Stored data

::::

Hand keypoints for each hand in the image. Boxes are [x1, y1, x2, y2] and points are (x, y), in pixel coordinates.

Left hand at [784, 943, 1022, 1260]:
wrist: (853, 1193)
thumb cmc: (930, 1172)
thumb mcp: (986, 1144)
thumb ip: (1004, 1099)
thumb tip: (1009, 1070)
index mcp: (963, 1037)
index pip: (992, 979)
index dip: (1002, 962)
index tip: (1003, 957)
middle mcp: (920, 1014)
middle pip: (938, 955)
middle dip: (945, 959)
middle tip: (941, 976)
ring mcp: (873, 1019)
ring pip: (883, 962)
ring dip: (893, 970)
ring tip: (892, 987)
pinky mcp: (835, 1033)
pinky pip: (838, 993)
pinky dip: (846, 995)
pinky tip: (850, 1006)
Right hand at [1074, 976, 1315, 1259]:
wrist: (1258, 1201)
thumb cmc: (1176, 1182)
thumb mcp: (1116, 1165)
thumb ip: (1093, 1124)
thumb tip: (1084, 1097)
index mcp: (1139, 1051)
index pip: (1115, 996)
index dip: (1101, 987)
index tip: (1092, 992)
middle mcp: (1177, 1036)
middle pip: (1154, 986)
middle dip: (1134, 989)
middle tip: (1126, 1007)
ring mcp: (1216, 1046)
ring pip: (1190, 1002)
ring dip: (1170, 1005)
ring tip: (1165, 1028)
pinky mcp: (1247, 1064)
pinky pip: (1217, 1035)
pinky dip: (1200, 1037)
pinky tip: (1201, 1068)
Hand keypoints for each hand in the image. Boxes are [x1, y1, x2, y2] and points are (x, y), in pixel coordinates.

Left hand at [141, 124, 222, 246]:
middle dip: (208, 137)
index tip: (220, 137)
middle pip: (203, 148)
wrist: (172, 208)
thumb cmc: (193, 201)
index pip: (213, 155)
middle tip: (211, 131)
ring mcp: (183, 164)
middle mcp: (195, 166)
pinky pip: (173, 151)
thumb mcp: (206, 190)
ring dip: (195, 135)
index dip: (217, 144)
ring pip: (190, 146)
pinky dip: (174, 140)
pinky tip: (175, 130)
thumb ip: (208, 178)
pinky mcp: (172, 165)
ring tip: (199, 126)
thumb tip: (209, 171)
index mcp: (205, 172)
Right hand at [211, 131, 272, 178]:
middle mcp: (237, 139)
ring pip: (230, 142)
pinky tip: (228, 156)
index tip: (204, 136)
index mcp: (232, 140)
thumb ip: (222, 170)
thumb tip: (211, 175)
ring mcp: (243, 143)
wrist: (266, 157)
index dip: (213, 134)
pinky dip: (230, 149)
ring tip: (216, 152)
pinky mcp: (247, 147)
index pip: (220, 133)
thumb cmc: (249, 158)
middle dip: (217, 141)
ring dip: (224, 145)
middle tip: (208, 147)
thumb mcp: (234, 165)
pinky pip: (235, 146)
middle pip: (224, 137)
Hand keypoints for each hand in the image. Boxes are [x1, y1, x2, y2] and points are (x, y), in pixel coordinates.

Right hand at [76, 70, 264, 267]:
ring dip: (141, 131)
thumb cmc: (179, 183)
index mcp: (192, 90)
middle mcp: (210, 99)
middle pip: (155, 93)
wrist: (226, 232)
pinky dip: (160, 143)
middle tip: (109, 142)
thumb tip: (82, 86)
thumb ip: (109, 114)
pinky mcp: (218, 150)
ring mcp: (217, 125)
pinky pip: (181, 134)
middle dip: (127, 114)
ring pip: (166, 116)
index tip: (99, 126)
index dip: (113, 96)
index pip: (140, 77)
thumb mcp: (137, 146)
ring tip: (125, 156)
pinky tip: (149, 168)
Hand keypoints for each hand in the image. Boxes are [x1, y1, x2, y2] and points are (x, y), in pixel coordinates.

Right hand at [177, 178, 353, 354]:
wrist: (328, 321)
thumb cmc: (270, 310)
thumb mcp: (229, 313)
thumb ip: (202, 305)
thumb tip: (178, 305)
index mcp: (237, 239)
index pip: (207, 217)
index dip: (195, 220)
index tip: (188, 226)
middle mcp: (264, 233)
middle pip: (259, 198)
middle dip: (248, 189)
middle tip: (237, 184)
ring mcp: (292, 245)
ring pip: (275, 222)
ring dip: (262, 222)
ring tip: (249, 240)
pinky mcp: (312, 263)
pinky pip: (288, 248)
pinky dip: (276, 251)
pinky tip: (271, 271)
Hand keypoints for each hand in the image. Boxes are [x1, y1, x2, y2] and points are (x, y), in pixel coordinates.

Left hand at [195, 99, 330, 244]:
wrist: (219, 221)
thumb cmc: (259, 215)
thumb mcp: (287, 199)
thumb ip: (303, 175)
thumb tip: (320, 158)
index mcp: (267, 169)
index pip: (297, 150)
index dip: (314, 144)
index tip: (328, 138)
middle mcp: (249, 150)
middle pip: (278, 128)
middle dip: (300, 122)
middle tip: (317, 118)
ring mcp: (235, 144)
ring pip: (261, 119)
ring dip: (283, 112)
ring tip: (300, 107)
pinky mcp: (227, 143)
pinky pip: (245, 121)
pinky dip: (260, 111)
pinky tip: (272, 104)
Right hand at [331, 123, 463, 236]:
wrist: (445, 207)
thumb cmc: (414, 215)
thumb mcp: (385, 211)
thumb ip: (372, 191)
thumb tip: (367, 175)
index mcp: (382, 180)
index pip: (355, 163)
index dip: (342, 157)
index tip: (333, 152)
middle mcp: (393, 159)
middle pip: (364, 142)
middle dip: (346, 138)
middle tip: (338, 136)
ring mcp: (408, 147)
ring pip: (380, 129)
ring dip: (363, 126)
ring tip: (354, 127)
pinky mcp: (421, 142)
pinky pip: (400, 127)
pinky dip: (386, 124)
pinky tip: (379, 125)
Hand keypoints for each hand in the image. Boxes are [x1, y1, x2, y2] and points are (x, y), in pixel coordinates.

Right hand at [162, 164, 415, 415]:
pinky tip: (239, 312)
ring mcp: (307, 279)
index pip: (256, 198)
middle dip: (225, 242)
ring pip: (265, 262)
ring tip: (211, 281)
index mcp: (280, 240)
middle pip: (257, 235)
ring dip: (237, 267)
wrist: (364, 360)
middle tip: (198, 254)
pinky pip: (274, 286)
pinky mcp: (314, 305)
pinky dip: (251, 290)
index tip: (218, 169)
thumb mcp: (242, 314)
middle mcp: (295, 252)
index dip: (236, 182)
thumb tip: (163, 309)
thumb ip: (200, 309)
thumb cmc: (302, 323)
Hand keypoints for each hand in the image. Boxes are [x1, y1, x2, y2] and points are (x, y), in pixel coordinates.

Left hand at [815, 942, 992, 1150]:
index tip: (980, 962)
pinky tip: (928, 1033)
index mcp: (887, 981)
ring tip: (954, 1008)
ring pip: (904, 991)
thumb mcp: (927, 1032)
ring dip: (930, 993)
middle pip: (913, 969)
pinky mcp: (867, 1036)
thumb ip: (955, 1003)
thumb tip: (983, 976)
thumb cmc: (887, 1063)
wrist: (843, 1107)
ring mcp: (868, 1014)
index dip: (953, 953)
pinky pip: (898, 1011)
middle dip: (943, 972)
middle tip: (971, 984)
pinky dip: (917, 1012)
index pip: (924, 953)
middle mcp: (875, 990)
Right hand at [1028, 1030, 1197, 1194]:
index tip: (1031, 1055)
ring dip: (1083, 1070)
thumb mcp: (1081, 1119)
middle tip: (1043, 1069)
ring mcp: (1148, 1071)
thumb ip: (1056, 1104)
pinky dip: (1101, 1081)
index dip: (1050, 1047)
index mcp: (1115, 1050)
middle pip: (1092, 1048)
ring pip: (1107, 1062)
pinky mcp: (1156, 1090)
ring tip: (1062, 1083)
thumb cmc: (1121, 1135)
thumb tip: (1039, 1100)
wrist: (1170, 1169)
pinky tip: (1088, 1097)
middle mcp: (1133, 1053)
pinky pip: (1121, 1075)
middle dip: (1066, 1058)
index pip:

::::

## Required work
Your task is to restate, word for word, only those lines above that fall between the line holding "pinky tip: (271, 271)" and the line holding "index dip: (342, 157)", inclusive.

## Solution to the problem
pinky tip: (271, 271)
Hand keypoints for each hand in the image. Boxes are [x1, y1, x2, y2] and points are (x, y), in pixel coordinates.

Left hand at [195, 99, 330, 244]:
wrist: (219, 221)
thumb cmc: (259, 215)
thumb mcp: (287, 199)
thumb ip: (303, 175)
thumb tip: (320, 158)
index mcp: (267, 169)
index pip: (297, 150)
index dip: (314, 144)
index tip: (328, 138)
middle mcp: (249, 150)
middle pip: (278, 128)
middle dip: (300, 122)
middle tip: (317, 118)
ring mcp: (235, 144)
ring pip: (261, 119)
ring dip: (283, 112)
ring tip: (300, 107)
pinky mcp: (227, 143)
pinky pip: (245, 121)
pinky dip: (260, 111)
pinky tip: (272, 104)
Right hand at [331, 123, 463, 236]:
wrist: (445, 207)
thumb cmc: (414, 215)
thumb mcp: (385, 211)
thumb ip: (372, 191)
thumb tip: (367, 175)
index mcp: (382, 180)
index pip: (355, 163)
index dip: (342, 157)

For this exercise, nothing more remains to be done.